Deficiency of Vitamin A
Availability of fresh, clean water. Decrease the highly saturation of minerals in
the urine and decreases the formation of crystals.
Calcium-to-Phosphorus ratio should be at least 2:1.
Addition of Ammonium Chloride to the feed decreases the incident of Silica Calculi.
Excessive protein can cause problems. Dietary protein should be fed to meet but not
greatly exceed recommended requirements.
Sodium chloride added to the diet increases water consumption. The addition of salt
can help prevent phosphate-, magnesium-, and silicate-based crystals forming
Diets and feed such as alfalfa and molasses should be limited or avoided. (we fed
small amounts of alfalfa daily to our bucks for two years and did not have any problems
with our bucks.)
Grass hays should be considered the primary forage source for bucks. It has a better
balance than legumes for phosphorus crystals prevention.

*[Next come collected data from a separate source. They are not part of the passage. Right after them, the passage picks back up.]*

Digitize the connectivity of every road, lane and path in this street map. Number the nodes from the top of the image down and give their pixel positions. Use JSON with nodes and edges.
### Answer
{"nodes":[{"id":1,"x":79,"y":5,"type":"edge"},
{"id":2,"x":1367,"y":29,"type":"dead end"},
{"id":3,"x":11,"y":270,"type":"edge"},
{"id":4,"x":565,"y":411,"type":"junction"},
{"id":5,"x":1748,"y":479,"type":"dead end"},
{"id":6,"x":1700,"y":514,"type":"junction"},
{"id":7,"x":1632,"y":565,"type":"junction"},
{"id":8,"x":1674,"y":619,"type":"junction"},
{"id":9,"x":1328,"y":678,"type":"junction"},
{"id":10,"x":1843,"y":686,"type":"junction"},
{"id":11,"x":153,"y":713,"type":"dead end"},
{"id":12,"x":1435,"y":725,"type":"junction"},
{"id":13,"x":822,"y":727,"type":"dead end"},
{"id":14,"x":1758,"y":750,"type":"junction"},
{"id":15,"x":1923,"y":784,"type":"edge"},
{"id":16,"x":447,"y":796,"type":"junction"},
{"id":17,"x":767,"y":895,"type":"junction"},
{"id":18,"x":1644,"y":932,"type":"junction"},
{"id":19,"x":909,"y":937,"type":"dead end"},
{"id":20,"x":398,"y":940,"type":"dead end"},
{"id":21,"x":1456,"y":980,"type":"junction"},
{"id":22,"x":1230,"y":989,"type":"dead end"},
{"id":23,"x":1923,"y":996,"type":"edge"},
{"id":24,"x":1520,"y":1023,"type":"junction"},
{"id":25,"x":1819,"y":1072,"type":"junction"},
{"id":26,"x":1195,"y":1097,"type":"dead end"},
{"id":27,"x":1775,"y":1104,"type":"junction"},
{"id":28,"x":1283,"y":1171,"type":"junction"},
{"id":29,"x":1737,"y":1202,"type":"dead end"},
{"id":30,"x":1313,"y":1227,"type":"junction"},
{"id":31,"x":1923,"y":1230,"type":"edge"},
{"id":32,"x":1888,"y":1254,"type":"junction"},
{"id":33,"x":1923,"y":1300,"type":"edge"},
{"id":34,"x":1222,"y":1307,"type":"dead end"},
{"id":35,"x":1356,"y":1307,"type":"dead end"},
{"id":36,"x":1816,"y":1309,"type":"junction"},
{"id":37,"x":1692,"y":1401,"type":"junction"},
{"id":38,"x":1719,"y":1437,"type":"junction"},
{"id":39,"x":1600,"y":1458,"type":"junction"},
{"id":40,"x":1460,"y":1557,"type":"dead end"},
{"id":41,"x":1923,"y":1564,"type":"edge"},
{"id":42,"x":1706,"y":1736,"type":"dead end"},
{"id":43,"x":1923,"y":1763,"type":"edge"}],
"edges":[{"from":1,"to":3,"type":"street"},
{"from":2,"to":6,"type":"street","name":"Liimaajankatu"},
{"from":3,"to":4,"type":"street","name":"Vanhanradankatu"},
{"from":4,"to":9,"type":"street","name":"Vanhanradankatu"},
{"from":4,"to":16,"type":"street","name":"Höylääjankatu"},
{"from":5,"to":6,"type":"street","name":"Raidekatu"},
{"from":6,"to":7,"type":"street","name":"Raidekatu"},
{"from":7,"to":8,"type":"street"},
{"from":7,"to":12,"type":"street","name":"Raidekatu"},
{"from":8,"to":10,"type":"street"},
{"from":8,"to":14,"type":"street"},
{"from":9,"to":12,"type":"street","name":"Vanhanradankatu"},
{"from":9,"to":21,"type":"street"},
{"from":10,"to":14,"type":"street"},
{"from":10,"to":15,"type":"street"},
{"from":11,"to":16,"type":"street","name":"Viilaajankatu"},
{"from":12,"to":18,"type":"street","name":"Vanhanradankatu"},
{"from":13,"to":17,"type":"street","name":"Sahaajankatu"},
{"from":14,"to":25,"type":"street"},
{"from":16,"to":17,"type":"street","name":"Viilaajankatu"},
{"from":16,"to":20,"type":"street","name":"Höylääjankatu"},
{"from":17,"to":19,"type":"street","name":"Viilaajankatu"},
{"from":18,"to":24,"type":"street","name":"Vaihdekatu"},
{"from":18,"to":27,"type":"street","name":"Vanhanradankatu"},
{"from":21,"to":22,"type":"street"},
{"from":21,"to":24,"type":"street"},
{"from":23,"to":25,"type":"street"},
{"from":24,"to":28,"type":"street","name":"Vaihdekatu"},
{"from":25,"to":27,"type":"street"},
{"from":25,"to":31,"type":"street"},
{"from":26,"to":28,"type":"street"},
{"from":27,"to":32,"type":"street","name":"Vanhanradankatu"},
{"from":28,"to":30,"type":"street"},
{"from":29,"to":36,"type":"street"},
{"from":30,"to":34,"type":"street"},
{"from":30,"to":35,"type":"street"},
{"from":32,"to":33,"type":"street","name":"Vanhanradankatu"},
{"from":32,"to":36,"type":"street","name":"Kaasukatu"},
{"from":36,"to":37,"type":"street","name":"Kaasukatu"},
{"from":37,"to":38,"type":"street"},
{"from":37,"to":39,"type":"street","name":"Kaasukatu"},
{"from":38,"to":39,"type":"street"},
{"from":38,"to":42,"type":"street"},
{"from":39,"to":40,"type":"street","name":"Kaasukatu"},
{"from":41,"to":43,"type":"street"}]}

Proper Balance levels of calcium, phosphorus and magnesium in the feed is important.
Magnesium should be kept below 0.6% and calcium to phosphorus ratio of at least 2:1.
Ensure Vitamin A is available.
If you have a buck get Urinary Calculi, have the vet submit the crystals to a laboratory
for analysis to help determine the source of the problem.
If calcium oxalate or calcium carbonate calculi are identified, limit or stop feeding
legumes such as alfalfa, clover, kudzu.
If silicate calculi are identified, adding ammonium chloride to the diet my help.
Also feeding oats and oat straw should be considered limiting or removing.
Acepromazine Maleate is a tranquilizer that is given sometimes to help relax the
penis muscles and possibly allow any crystals to be passed.
Removal of flap at the end of the penis is commonly performed. It has shown to restore
the urine flow in 66% of cases in early studies.
Your VETERINARIAN can 'TAP' the bladder, using an 18-19 gauge spinal needle AFTER
anesthetizing the animal. This is only done to buy time in order to treat the real
problem of removing whatever is blocking the urinary tract.
Catheterization of the penis and retrograde flushing may remove the crystals causing
the problem. After the initial flushing, a treatment of a weak solution of 1 part
vinegar to 1 to 4 parts of sterile water to help dissolve the crystals.
If the penis is not completely stopped from dripping, ammonium chloride can be given
to dissolve crystals.
There are also surgical treatments that can be used by a vet if none of the above
corrects the problem.
Because Urinary Calculi often caused sludge-like crystals to form in the bladder,
the problem tends to recur in the majority of cases. Thus you need to attack the
source of the initial reason for the crystals to form.